Even things not software-related. If it's done on a computer, it should be in
VCS. Ideally on a repo hosted by your school, if that's not possible, then one
on a third-party machine that's run by as large a company as you can find. If
you roll with DVCS, then make sure you also publish it to somewhere third-
party. This is not only for the versioning, but for the dating of those
versions. Having all your work under a VCS means you can say the following
things:

"Sorry Prof, I was a day late submitting this assignment because my flight had
to pull an emergency landing in Reykjavik when this guy had a hart attack, and
then we were locked in for a day by the fog. But here's a commit dated before
the deadline, can you accept that?"

"No, I didn't plagarize that paper - you can see it develop over the past
thirteen versions here, time-stamped over three weeks."

"I had my circuit designed, but when I opened it to print OrCAD crashed and
mangled my data - here's a version that's time-stamped to yesterday I can use
instead."

The third-party large-company aspect is good so that when they say (for all of
those statements) "How do I know you didn't change the times on your server to
make up that history of work?" you can respond with "The company that's
hosting this had revenues of three million dollars last year, they're not
gonna screw with their systems because I ask nicely." and then they drop the
issue.

------
noodle
take things seriously from the start. you're probably the type of person who
could barely be awake in high school and still make an A+ in all of your
classes.

you can maybe skate by doing this in college, but if you want to keep your
grad school options free and/or keep your scholarships, you'll have to be
serious from the start.

edited to add: i'm not saying go full-tilt study crazy either though. just
make sure that you expend the effort you need to do well. don't forget to have
fun, meet people, and expand your horizons.

------
grosales
Have fun - probably going to get obliterated for saying this - but, give a
quick read to "Surely you are joking, Mr.
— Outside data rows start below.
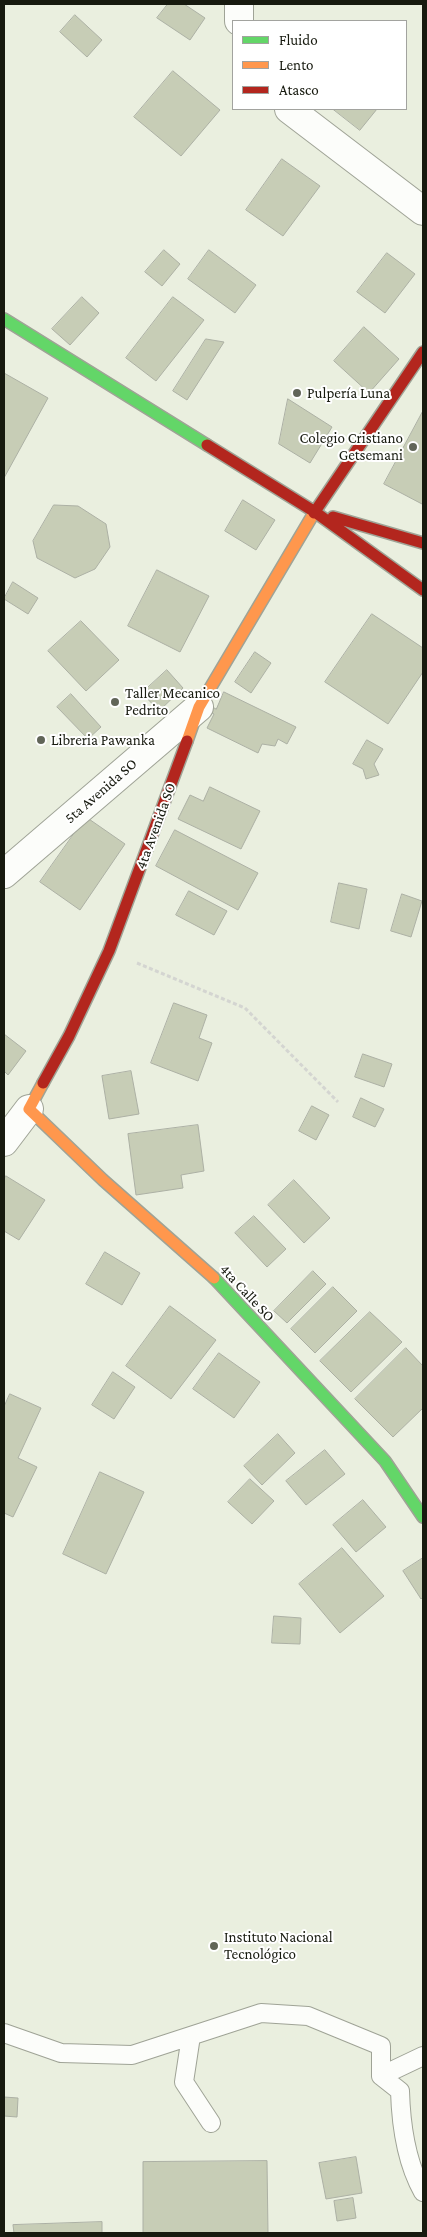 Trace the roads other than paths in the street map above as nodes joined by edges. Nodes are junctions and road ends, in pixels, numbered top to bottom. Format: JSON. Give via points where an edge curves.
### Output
{"nodes":[{"id":1,"x":239,"y":4,"type":"edge"},
{"id":2,"x":239,"y":20,"type":"edge"},
{"id":3,"x":290,"y":110,"type":"edge"},
{"id":4,"x":423,"y":211,"type":"edge"},
{"id":5,"x":4,"y":319,"type":"edge"},
{"id":6,"x":423,"y":352,"type":"edge"},
{"id":7,"x":315,"y":512,"type":"junction"},
{"id":8,"x":423,"y":543,"type":"edge"},
{"id":9,"x":423,"y":590,"type":"edge"},
{"id":10,"x":199,"y":707,"type":"junction"},
{"id":11,"x":4,"y":874,"type":"edge"},
{"id":12,"x":29,"y":1109,"type":"junction"},
{"id":13,"x":4,"y":1142,"type":"edge"},
{"id":14,"x":423,"y":1517,"type":"edge"},
{"id":15,"x":4,"y":2032,"type":"edge"},
{"id":16,"x":191,"y":2036,"type":"junction"},
{"id":17,"x":423,"y":2056,"type":"edge"},
{"id":18,"x":381,"y":2076,"type":"junction"},
{"id":19,"x":211,"y":2123,"type":"dead end"},
{"id":20,"x":423,"y":2192,"type":"edge"}],
"edges":[{"from":1,"to":2,"type":"street"},
{"from":3,"to":4,"type":"street"},
{"from":5,"to":7,"type":"street"},
{"from":6,"to":7,"type":"street","name":"4ta Avenida SO"},
{"from":7,"to":8,"type":"street"},
{"from":7,"to":9,"type":"street"},
{"from":7,"to":10,"type":"street","name":"4ta Avenida SO"},
{"from":10,"to":11,"type":"street","name":"5ta Avenida SO"},
{"from":10,"to":12,"type":"street","name":"4ta Avenida SO","via":[[109,951],[69,1036]]},
{"from":12,"to":13,"type":"street","name":"4ta Avenida SO"},
{"from":12,"to":14,"type":"street","name":"4ta Calle SO","via":[[103,1180],[208,1272],[385,1461]]},
{"from":15,"to":16,"type":"lane","via":[[61,2053],[132,2055]]},
{"from":16,"to":18,"type":"lane","via":[[261,2013],[308,2016],[382,2046]]},
{"from":16,"to":19,"type":"lane","via":[[184,2082]]},
{"from":17,"to":18,"type":"lane"},
{"from":18,"to":20,"type":"lane","via":[[400,2091],[401,2126],[415,2178]]}]} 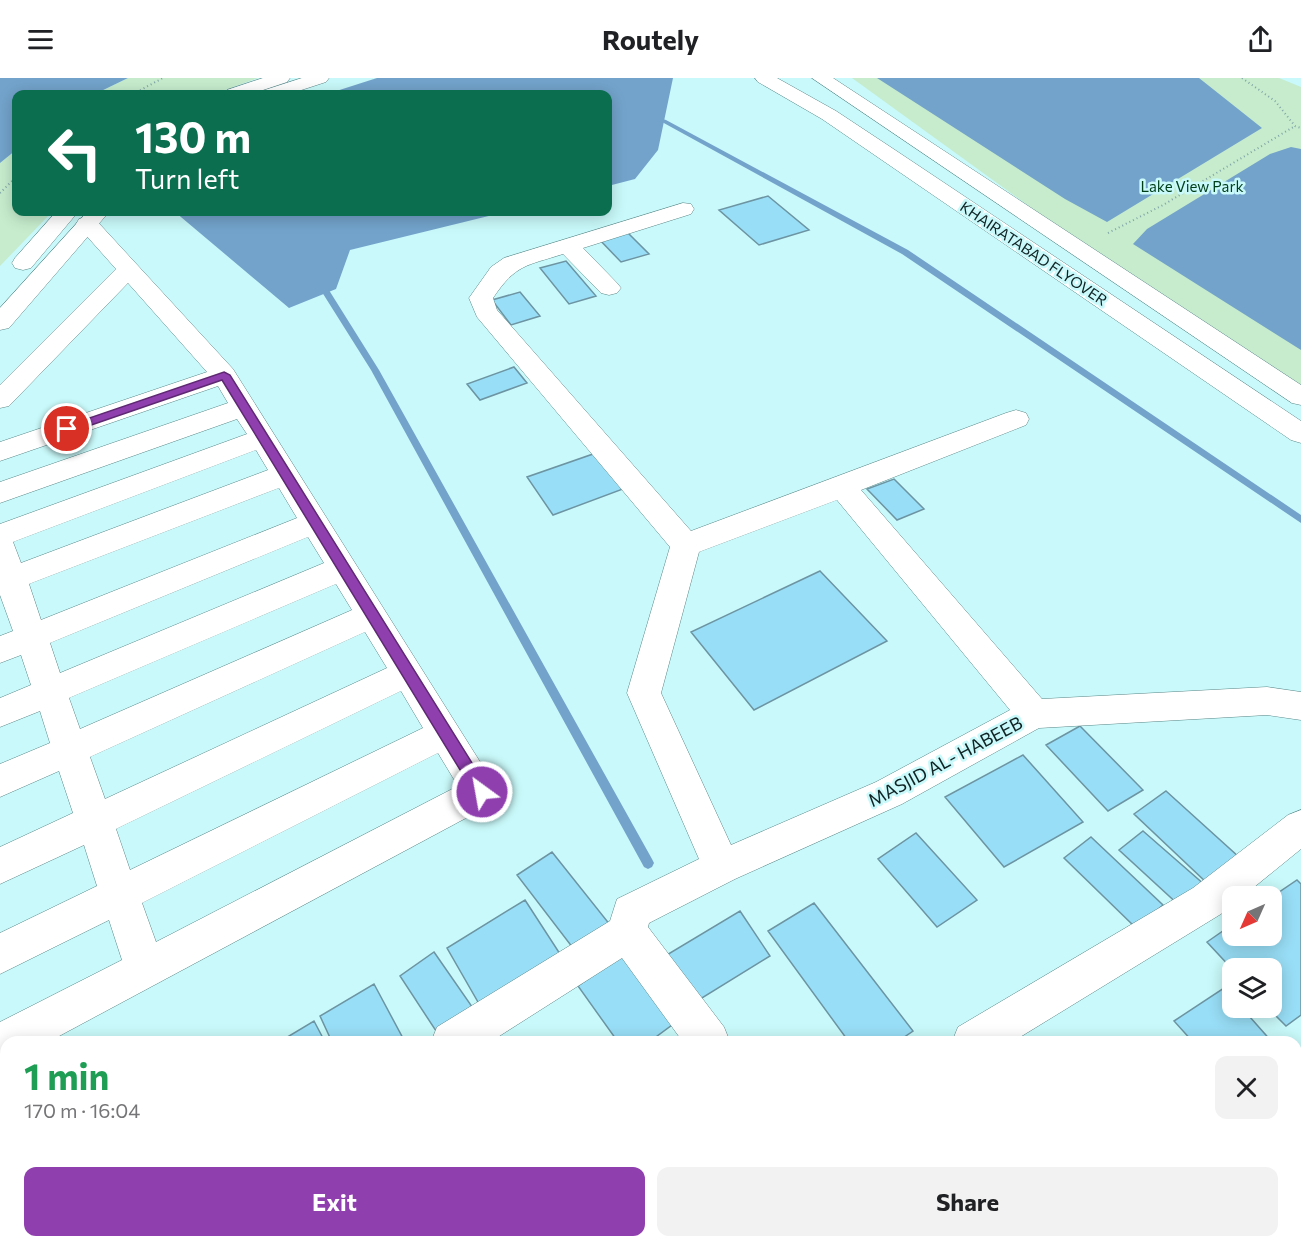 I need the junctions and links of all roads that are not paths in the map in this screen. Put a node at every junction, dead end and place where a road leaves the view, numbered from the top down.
1 (281, 78) edge
2 (320, 78) edge
3 (764, 78) edge
4 (821, 78) edge
5 (246, 90) edge
6 (284, 90) edge
7 (683, 209) dead end
8 (84, 216) edge
9 (567, 245) junction
10 (129, 269) junction
11 (8, 280) dead end
12 (609, 288) dead end
13 (0, 323) edge
14 (224, 375) junction
15 (1301, 397) edge
16 (0, 400) edge
17 (244, 407) junction
18 (1016, 419) dead end
19 (1301, 434) edge
20 (263, 438) junction
21 (0, 452) edge
22 (286, 474) junction
23 (842, 487) junction
24 (0, 494) edge
25 (315, 522) junction
26 (0, 535) edge
27 (0, 546) edge
28 (686, 546) junction
29 (343, 567) junction
30 (6, 581) edge
31 (372, 615) junction
32 (16, 644) edge
33 (408, 673) junction
34 (50, 692) junction
35 (1301, 706) edge
36 (0, 713) edge
37 (1034, 714) junction
38 (445, 733) junction
39 (69, 749) junction
40 (0, 781) edge
41 (94, 821) junction
42 (1301, 827) edge
43 (0, 866) edge
44 (722, 867) junction
45 (120, 895) junction
46 (627, 932) junction
47 (0, 954) edge
48 (145, 969) junction
49 (19, 1036) edge
50 (462, 1036) edge
51 (705, 1036) edge
52 (983, 1036) edge

1 - 5 street
2 - 6 street
3 - 19 street, KHAIRATABAD FLYOVER
4 - 15 street, KHAIRATABAD FLYOVER
7 - 9 street
8 - 10 street
8 - 11 street
8 - 13 street
9 - 12 street
9 - 28 street
10 - 14 street
10 - 16 street
14 - 17 street
14 - 21 street
17 - 20 street
17 - 24 street
18 - 23 street
20 - 22 street
20 - 26 street
22 - 25 street
22 - 30 street
23 - 28 street
23 - 37 street
25 - 29 street
25 - 32 street
27 - 30 street
28 - 44 street
29 - 31 street
29 - 34 street
30 - 32 street
31 - 33 street
31 - 39 street
32 - 34 street
33 - 38 street
33 - 41 street
34 - 36 street
34 - 39 street
35 - 37 street, MASJID AL- HABEEB
37 - 44 street, MASJID AL- HABEEB
38 - 45 street
38 - 48 street
39 - 40 street
39 - 41 street
41 - 43 street
41 - 45 street
42 - 52 street
44 - 46 street, MASJID AL- HABEEB
45 - 47 street
45 - 48 street
46 - 50 street
46 - 51 street
48 - 49 street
Feynman" so you can realize that,
more than anybody, really smart people always need to have fun.

It's good that you want to get good at hacking. Working on Open Source
projects every once in a while will help you with that.

Learn to be disciplined about studying. Study hard but not harder - only you
know what hard means, or you will have to learn.

Take time to learn something else besides hacking, maybe dance, or play an
instrument, I don't know, maybe painting.

Use at least one summer to travel abroad, it will give you perspective.

Try to get along with the professors that you find are the best at teaching,
maybe do some research with them. You might learn more than you think from
them.

Finally, I will repeat it again, have fun more than anything. Make college a
series of memories and not just one big race to the finish line trying to get
good grades. I've said it before and I will say it again, the goal of college
should be to help you become a well-rounded individual with knowledge that its
balanced between different topics, not just computer science.

------
felideon
\- Make sure you work on cool side projects to keep your hacking motivation
up. I regret wasting all my time on stupid games online or just chatting with
people. I'd much rather have a few cool projects under my sleeve.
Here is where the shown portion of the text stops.